Stored items from a collection

*** Block opens ***

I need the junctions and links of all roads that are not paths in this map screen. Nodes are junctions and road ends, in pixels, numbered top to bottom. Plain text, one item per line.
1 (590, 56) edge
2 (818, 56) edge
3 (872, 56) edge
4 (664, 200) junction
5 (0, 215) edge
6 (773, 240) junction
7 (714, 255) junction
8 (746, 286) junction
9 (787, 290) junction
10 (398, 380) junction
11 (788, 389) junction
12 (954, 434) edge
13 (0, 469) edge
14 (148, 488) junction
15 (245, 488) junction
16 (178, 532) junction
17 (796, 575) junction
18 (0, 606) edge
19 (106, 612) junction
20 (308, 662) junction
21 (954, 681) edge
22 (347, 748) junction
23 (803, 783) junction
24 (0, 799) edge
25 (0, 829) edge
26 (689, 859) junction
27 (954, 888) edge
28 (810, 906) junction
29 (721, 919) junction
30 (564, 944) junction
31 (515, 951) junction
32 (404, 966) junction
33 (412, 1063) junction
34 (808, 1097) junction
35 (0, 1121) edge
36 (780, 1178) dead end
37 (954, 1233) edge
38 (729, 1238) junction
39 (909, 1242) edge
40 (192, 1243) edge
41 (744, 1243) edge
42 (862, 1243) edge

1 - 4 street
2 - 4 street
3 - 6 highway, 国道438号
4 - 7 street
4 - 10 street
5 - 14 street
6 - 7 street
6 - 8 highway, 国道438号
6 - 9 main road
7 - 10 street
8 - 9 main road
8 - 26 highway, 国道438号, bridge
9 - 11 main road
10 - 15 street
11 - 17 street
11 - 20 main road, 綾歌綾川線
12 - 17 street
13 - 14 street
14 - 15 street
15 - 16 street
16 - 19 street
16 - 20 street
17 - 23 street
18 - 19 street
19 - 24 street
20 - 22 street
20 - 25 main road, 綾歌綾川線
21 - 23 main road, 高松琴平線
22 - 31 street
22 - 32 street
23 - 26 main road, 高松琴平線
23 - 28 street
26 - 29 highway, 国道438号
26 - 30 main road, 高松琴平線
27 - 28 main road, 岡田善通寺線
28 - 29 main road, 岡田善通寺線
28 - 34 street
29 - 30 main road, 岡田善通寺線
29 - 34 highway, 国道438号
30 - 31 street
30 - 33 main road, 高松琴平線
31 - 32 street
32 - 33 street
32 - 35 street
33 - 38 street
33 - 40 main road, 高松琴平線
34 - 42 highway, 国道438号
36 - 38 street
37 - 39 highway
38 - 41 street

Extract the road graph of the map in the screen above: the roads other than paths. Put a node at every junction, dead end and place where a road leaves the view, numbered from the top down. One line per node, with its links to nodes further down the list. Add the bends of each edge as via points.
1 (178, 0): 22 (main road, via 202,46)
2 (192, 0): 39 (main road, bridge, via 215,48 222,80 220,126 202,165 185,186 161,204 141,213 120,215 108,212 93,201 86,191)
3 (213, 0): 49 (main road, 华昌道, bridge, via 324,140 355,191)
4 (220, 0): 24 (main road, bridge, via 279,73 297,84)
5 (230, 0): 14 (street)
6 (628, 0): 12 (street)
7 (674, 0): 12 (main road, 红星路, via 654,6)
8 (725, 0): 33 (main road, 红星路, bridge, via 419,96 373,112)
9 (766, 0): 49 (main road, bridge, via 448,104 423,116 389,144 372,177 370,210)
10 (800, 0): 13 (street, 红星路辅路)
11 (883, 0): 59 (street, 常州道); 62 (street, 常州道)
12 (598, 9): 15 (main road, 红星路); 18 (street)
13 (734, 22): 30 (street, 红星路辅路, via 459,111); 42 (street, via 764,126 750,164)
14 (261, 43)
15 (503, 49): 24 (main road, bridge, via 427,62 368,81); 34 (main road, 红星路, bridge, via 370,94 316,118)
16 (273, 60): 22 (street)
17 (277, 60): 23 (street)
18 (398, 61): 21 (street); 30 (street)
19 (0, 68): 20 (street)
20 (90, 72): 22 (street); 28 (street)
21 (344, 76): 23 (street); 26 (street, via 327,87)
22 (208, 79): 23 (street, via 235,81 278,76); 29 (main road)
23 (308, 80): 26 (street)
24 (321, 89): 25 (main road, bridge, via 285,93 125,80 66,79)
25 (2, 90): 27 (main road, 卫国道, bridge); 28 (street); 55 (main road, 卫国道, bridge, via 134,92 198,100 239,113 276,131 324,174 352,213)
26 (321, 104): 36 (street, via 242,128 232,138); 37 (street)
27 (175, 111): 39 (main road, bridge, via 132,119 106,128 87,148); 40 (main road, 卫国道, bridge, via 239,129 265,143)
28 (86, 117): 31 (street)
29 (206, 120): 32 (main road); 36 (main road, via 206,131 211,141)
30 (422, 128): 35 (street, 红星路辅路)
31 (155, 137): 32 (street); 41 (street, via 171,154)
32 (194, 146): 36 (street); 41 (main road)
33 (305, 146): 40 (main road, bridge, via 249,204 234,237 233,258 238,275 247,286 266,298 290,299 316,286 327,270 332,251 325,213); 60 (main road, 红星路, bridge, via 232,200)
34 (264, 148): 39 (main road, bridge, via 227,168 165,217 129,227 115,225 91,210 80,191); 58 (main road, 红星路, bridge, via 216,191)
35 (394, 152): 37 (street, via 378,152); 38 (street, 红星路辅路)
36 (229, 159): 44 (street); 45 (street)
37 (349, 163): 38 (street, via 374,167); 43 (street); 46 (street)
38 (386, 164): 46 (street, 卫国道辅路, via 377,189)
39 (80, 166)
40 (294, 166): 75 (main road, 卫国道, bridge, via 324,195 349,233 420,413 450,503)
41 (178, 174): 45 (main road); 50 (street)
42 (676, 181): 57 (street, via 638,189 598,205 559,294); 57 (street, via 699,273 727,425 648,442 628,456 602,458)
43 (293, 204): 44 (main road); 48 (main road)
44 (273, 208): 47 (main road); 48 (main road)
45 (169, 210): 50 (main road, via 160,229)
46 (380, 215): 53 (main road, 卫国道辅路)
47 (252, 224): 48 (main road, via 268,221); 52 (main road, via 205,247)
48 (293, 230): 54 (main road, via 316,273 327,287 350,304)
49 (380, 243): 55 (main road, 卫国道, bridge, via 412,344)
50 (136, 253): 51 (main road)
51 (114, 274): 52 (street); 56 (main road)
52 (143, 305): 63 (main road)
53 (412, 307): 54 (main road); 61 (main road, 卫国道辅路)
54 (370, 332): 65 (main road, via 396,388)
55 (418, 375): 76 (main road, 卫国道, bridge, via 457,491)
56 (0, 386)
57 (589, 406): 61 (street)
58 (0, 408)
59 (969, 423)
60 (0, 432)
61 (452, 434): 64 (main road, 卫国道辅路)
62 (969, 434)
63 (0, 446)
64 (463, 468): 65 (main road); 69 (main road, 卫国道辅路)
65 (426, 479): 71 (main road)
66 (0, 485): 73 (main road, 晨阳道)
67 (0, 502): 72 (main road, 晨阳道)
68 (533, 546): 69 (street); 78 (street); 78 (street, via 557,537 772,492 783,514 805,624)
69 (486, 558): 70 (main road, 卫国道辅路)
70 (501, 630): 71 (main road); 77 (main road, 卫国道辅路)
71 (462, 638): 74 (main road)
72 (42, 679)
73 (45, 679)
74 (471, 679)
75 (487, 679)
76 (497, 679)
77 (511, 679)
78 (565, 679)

*** Block closes ***

TASK REQUIREMENTS: In the entries above, find each line with "高松琴平線" and copy it.

REPLY TO THE TASK:
21 - 23 main road, 高松琴平線
23 - 26 main road, 高松琴平線
26 - 30 main road, 高松琴平線
30 - 33 main road, 高松琴平線
33 - 40 main road, 高松琴平線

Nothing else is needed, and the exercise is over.